--- Records provided ---
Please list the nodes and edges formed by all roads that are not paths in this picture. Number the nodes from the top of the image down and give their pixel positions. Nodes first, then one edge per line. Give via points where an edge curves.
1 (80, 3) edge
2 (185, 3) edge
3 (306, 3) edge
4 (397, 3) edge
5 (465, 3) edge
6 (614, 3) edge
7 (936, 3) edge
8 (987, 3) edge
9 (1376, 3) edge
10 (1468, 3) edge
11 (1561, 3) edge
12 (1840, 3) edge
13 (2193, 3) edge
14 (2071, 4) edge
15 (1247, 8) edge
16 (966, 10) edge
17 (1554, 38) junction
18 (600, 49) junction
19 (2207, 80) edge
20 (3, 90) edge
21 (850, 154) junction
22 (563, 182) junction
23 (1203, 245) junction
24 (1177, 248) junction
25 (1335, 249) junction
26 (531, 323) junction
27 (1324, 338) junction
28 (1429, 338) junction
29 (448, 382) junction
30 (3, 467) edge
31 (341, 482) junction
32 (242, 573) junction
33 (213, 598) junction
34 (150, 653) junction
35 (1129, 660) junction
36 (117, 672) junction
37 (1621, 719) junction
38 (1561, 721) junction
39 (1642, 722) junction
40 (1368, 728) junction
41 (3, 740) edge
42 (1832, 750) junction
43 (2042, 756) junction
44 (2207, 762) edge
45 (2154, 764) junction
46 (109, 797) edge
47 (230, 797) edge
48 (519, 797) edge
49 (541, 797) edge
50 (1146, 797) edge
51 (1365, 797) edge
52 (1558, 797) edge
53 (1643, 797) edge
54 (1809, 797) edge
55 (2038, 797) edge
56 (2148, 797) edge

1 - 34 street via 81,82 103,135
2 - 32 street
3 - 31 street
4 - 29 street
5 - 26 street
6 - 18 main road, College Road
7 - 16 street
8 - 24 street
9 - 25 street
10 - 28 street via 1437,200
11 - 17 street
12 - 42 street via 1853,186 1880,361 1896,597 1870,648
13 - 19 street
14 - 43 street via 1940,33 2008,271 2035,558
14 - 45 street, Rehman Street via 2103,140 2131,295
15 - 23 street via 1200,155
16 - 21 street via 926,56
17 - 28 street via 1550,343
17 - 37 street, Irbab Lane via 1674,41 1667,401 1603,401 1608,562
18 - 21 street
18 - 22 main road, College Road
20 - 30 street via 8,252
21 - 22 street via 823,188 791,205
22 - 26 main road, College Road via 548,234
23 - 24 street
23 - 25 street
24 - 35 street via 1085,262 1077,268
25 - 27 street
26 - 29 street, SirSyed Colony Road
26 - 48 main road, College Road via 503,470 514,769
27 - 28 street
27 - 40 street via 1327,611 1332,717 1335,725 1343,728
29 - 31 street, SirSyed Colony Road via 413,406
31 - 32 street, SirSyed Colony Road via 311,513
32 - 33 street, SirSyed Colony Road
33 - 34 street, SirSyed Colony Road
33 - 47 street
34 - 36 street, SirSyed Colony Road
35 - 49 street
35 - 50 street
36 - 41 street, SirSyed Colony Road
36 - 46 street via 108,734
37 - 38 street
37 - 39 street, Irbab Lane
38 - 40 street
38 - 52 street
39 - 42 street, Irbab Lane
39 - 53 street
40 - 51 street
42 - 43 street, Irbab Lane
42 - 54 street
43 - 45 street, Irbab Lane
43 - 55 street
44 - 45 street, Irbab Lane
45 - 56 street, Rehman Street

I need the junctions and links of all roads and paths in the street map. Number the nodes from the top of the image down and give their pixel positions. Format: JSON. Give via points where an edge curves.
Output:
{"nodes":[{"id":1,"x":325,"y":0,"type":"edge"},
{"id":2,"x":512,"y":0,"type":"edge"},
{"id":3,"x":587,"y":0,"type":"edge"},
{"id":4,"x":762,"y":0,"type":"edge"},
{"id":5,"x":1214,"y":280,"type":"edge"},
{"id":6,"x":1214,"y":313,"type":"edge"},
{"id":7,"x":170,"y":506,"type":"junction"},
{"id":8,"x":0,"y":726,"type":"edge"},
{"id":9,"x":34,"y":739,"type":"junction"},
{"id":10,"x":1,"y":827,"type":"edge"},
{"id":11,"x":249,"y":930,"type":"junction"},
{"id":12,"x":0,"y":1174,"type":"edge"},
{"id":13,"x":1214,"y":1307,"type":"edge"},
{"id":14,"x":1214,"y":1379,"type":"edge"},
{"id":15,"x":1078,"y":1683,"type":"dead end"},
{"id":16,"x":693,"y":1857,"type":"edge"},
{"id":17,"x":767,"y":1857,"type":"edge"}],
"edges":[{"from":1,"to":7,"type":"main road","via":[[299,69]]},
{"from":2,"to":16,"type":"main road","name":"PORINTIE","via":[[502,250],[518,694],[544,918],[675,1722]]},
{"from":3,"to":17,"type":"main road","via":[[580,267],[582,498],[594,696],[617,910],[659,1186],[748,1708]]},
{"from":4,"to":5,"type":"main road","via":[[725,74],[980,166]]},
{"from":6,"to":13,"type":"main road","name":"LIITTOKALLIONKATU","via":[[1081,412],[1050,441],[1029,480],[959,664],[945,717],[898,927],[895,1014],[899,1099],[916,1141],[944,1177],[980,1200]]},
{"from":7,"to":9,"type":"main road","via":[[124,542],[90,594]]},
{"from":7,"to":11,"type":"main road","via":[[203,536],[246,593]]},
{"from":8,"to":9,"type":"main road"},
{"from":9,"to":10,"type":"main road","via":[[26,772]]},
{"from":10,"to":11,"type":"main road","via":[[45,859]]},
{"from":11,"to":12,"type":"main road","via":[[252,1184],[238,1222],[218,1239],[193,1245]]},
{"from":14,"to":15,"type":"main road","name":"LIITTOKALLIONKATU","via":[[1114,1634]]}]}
---
Exercise details: Review the material and copy each line in which the word "Give" appears.

Written solution:
Please list the nodes and edges formed by all roads that are not paths in this picture. Number the nodes from the top of the image down and give their pixel positions. Nodes first, then one edge per line. Give via points where an edge curves.
I need the junctions and links of all roads and paths in the street map. Number the nodes from the top of the image down and give their pixel positions. Format: JSON. Give via points where an edge curves.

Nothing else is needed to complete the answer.